◆ **Source data**:
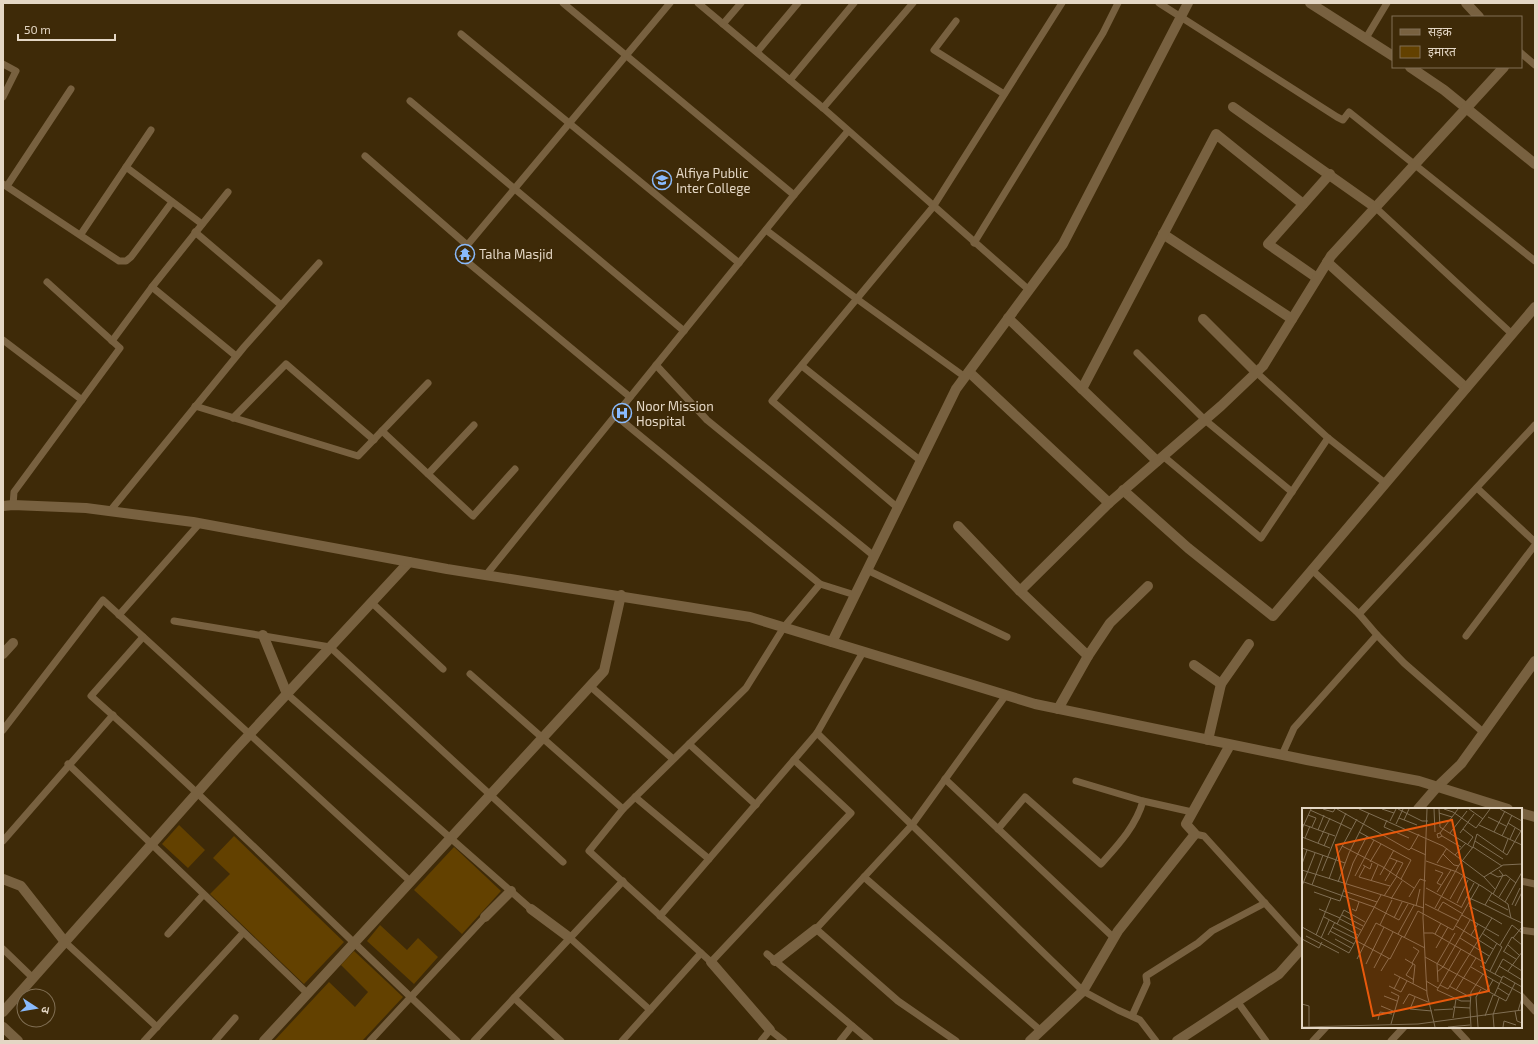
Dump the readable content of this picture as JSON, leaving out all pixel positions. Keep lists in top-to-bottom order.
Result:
{
  "places": {
    "school or university": ["Alfiya Public Inter College"],
    "temple": ["Talha Masjid"],
    "hospital": ["Noor Mission Hospital"]
  },
  "legend": ["सड़क", "इमारत"],
  "scale_bar": "50 m",
  "north": "right"
}
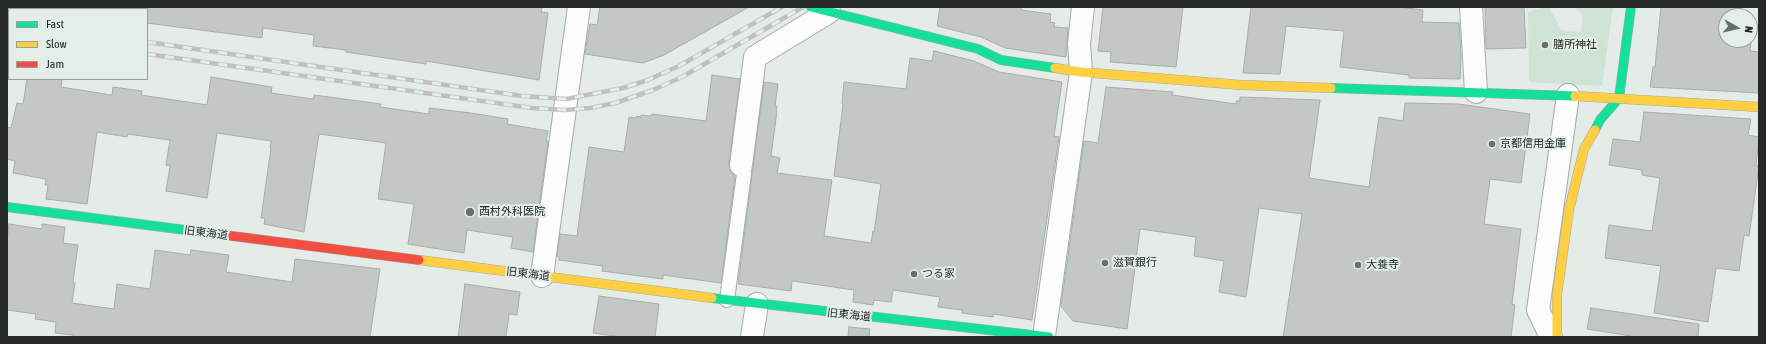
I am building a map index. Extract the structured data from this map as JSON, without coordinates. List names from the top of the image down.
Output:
{
  "streets": {
    "street": ["旧東海道"]
  },
  "places": [
    "膳所神社",
    "京都信用金庫",
    "西村外科医院",
    "滋賀銀行",
    "大養寺",
    "つる家"
  ],
  "legend": ["Fast", "Slow", "Jam"],
  "north": "right"
}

◆ **Activity**: When a line in the data contains the string "JSON", copy that line.

◆ **Result of the exercise**:
Dump the readable content of this picture as JSON, leaving out all pixel positions. Keep lists in top-to-bottom order.
I am building a map index. Extract the structured data from this map as JSON, without coordinates. List names from the top of the image down.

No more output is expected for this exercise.